# [Instructions to follow]
Every record below should be printed exactly as it appears.

# [Source information]
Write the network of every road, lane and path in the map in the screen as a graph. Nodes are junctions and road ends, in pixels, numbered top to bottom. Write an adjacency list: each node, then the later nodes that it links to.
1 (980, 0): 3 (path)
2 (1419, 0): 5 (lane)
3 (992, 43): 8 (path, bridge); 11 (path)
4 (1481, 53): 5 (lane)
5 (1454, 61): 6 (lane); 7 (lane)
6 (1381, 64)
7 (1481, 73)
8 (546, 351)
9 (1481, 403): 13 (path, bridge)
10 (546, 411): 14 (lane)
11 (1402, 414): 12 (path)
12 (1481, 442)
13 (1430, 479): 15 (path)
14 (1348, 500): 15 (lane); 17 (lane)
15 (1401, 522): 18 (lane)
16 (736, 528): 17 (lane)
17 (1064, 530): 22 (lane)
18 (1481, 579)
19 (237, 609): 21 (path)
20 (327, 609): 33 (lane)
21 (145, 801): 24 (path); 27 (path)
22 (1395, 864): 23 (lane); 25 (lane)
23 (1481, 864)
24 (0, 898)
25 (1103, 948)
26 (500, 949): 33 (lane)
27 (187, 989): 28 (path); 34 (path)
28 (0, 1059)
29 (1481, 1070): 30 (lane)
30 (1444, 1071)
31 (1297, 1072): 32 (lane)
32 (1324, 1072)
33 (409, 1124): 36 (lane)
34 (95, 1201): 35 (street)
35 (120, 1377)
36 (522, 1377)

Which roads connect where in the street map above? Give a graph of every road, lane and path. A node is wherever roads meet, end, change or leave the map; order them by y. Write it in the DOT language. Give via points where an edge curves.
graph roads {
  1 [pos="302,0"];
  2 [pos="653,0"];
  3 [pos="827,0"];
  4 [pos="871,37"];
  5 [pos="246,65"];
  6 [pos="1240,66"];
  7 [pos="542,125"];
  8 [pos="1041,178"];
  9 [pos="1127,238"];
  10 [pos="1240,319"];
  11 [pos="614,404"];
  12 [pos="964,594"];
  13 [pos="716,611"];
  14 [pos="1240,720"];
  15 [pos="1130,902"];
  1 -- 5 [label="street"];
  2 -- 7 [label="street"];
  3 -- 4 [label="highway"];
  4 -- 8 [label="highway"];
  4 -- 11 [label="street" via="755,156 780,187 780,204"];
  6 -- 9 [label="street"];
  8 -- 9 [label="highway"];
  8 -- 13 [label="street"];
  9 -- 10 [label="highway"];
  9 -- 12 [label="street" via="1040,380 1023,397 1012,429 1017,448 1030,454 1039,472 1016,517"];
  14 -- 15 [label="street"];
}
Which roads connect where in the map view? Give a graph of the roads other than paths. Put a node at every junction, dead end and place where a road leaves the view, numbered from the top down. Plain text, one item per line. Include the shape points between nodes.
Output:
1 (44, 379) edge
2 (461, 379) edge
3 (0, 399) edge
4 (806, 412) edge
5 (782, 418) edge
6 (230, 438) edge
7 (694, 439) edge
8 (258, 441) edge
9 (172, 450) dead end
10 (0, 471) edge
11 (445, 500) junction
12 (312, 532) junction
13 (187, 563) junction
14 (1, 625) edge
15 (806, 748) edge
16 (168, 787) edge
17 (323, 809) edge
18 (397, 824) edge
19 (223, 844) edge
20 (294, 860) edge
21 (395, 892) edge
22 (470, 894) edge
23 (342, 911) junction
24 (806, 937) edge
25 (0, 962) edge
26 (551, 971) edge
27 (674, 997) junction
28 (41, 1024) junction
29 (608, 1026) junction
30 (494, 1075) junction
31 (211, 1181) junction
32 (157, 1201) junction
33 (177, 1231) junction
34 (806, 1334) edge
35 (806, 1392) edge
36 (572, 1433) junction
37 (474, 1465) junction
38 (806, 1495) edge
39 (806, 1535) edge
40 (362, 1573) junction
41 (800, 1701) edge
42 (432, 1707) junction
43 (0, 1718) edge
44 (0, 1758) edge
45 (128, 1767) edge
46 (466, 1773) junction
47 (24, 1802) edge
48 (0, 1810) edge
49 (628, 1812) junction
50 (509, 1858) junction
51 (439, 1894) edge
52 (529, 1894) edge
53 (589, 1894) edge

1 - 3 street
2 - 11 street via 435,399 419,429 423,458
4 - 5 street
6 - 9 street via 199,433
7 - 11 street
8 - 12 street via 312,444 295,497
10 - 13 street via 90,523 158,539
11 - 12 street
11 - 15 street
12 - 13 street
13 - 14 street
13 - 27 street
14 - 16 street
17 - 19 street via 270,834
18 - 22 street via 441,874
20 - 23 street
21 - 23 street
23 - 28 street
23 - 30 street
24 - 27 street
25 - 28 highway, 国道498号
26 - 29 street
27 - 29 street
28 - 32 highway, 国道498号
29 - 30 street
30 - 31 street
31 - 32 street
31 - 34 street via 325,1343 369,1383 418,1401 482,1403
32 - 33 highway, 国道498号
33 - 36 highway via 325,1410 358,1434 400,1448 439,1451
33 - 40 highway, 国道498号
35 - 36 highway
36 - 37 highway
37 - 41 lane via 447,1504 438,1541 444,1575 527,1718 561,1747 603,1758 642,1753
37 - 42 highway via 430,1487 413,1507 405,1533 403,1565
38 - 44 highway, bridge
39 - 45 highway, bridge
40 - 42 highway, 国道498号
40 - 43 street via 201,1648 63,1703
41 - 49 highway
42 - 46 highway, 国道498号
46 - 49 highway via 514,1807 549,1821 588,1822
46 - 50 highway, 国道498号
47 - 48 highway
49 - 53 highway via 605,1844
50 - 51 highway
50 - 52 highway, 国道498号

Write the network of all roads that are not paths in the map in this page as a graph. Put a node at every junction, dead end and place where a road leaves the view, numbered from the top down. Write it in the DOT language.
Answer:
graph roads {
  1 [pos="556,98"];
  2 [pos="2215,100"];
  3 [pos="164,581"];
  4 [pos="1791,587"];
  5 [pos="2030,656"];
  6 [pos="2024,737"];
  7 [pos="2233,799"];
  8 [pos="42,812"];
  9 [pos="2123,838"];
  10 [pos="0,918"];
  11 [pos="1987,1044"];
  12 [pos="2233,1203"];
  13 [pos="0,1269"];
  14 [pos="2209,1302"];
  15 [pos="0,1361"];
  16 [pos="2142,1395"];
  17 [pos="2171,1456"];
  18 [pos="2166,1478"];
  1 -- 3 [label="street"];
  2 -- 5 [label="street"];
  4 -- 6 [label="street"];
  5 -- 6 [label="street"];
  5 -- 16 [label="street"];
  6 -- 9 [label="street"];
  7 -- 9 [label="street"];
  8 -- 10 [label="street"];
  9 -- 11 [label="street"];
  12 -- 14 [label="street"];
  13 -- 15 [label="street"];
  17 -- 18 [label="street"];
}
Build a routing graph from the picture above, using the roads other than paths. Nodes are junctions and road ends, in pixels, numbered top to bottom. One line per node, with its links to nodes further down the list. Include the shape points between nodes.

# [Solution]
Write the network of every road, lane and path in the map in the screen as a graph. Nodes are junctions and road ends, in pixels, numbered top to bottom. Write an adjacency list: each node, then the later nodes that it links to.
1 (980, 0): 3 (path)
2 (1419, 0): 5 (lane)
3 (992, 43): 8 (path, bridge); 11 (path)
4 (1481, 53): 5 (lane)
5 (1454, 61): 6 (lane); 7 (lane)
6 (1381, 64)
7 (1481, 73)
8 (546, 351)
9 (1481, 403): 13 (path, bridge)
10 (546, 411): 14 (lane)
11 (1402, 414): 12 (path)
12 (1481, 442)
13 (1430, 479): 15 (path)
14 (1348, 500): 15 (lane); 17 (lane)
15 (1401, 522): 18 (lane)
16 (736, 528): 17 (lane)
17 (1064, 530): 22 (lane)
18 (1481, 579)
19 (237, 609): 21 (path)
20 (327, 609): 33 (lane)
21 (145, 801): 24 (path); 27 (path)
22 (1395, 864): 23 (lane); 25 (lane)
23 (1481, 864)
24 (0, 898)
25 (1103, 948)
26 (500, 949): 33 (lane)
27 (187, 989): 28 (path); 34 (path)
28 (0, 1059)
29 (1481, 1070): 30 (lane)
30 (1444, 1071)
31 (1297, 1072): 32 (lane)
32 (1324, 1072)
33 (409, 1124): 36 (lane)
34 (95, 1201): 35 (street)
35 (120, 1377)
36 (522, 1377)

Which roads connect where in the street map above? Give a graph of every road, lane and path. A node is wherever roads meet, end, change or leave the map; order them by y. Write it in the DOT language. Give via points where an edge curves.
graph roads {
  1 [pos="302,0"];
  2 [pos="653,0"];
  3 [pos="827,0"];
  4 [pos="871,37"];
  5 [pos="246,65"];
  6 [pos="1240,66"];
  7 [pos="542,125"];
  8 [pos="1041,178"];
  9 [pos="1127,238"];
  10 [pos="1240,319"];
  11 [pos="614,404"];
  12 [pos="964,594"];
  13 [pos="716,611"];
  14 [pos="1240,720"];
  15 [pos="1130,902"];
  1 -- 5 [label="street"];
  2 -- 7 [label="street"];
  3 -- 4 [label="highway"];
  4 -- 8 [label="highway"];
  4 -- 11 [label="street" via="755,156 780,187 780,204"];
  6 -- 9 [label="street"];
  8 -- 9 [label="highway"];
  8 -- 13 [label="street"];
  9 -- 10 [label="highway"];
  9 -- 12 [label="street" via="1040,380 1023,397 1012,429 1017,448 1030,454 1039,472 1016,517"];
  14 -- 15 [label="street"];
}
Which roads connect where in the map view? Give a graph of the roads other than paths. Put a node at every junction, dead end and place where a road leaves the view, numbered from the top down. Plain text, one item per line. Include the shape points between nodes.
Output:
1 (44, 379) edge
2 (461, 379) edge
3 (0, 399) edge
4 (806, 412) edge
5 (782, 418) edge
6 (230, 438) edge
7 (694, 439) edge
8 (258, 441) edge
9 (172, 450) dead end
10 (0, 471) edge
11 (445, 500) junction
12 (312, 532) junction
13 (187, 563) junction
14 (1, 625) edge
15 (806, 748) edge
16 (168, 787) edge
17 (323, 809) edge
18 (397, 824) edge
19 (223, 844) edge
20 (294, 860) edge
21 (395, 892) edge
22 (470, 894) edge
23 (342, 911) junction
24 (806, 937) edge
25 (0, 962) edge
26 (551, 971) edge
27 (674, 997) junction
28 (41, 1024) junction
29 (608, 1026) junction
30 (494, 1075) junction
31 (211, 1181) junction
32 (157, 1201) junction
33 (177, 1231) junction
34 (806, 1334) edge
35 (806, 1392) edge
36 (572, 1433) junction
37 (474, 1465) junction
38 (806, 1495) edge
39 (806, 1535) edge
40 (362, 1573) junction
41 (800, 1701) edge
42 (432, 1707) junction
43 (0, 1718) edge
44 (0, 1758) edge
45 (128, 1767) edge
46 (466, 1773) junction
47 (24, 1802) edge
48 (0, 1810) edge
49 (628, 1812) junction
50 (509, 1858) junction
51 (439, 1894) edge
52 (529, 1894) edge
53 (589, 1894) edge

1 - 3 street
2 - 11 street via 435,399 419,429 423,458
4 - 5 street
6 - 9 street via 199,433
7 - 11 street
8 - 12 street via 312,444 295,497
10 - 13 street via 90,523 158,539
11 - 12 street
11 - 15 street
12 - 13 street
13 - 14 street
13 - 27 street
14 - 16 street
17 - 19 street via 270,834
18 - 22 street via 441,874
20 - 23 street
21 - 23 street
23 - 28 street
23 - 30 street
24 - 27 street
25 - 28 highway, 国道498号
26 - 29 street
27 - 29 street
28 - 32 highway, 国道498号
29 - 30 street
30 - 31 street
31 - 32 street
31 - 34 street via 325,1343 369,1383 418,1401 482,1403
32 - 33 highway, 国道498号
33 - 36 highway via 325,1410 358,1434 400,1448 439,1451
33 - 40 highway, 国道498号
35 - 36 highway
36 - 37 highway
37 - 41 lane via 447,1504 438,1541 444,1575 527,1718 561,1747 603,1758 642,1753
37 - 42 highway via 430,1487 413,1507 405,1533 403,1565
38 - 44 highway, bridge
39 - 45 highway, bridge
40 - 42 highway, 国道498号
40 - 43 street via 201,1648 63,1703
41 - 49 highway
42 - 46 highway, 国道498号
46 - 49 highway via 514,1807 549,1821 588,1822
46 - 50 highway, 国道498号
47 - 48 highway
49 - 53 highway via 605,1844
50 - 51 highway
50 - 52 highway, 国道498号

Write the network of all roads that are not paths in the map in this page as a graph. Put a node at every junction, dead end and place where a road leaves the view, numbered from the top down. Write it in the DOT language.
Answer:
graph roads {
  1 [pos="556,98"];
  2 [pos="2215,100"];
  3 [pos="164,581"];
  4 [pos="1791,587"];
  5 [pos="2030,656"];
  6 [pos="2024,737"];
  7 [pos="2233,799"];
  8 [pos="42,812"];
  9 [pos="2123,838"];
  10 [pos="0,918"];
  11 [pos="1987,1044"];
  12 [pos="2233,1203"];
  13 [pos="0,1269"];
  14 [pos="2209,1302"];
  15 [pos="0,1361"];
  16 [pos="2142,1395"];
  17 [pos="2171,1456"];
  18 [pos="2166,1478"];
  1 -- 3 [label="street"];
  2 -- 5 [label="street"];
  4 -- 6 [label="street"];
  5 -- 6 [label="street"];
  5 -- 16 [label="street"];
  6 -- 9 [label="street"];
  7 -- 9 [label="street"];
  8 -- 10 [label="street"];
  9 -- 11 [label="street"];
  12 -- 14 [label="street"];
  13 -- 15 [label="street"];
  17 -- 18 [label="street"];
}
Build a routing graph from the picture above, using the roads other than paths. Nodes are junctions and road ends, in pixels, numbered top to bottom. One line per node, with its links to nodes further down the list. Include the shape points between nodes.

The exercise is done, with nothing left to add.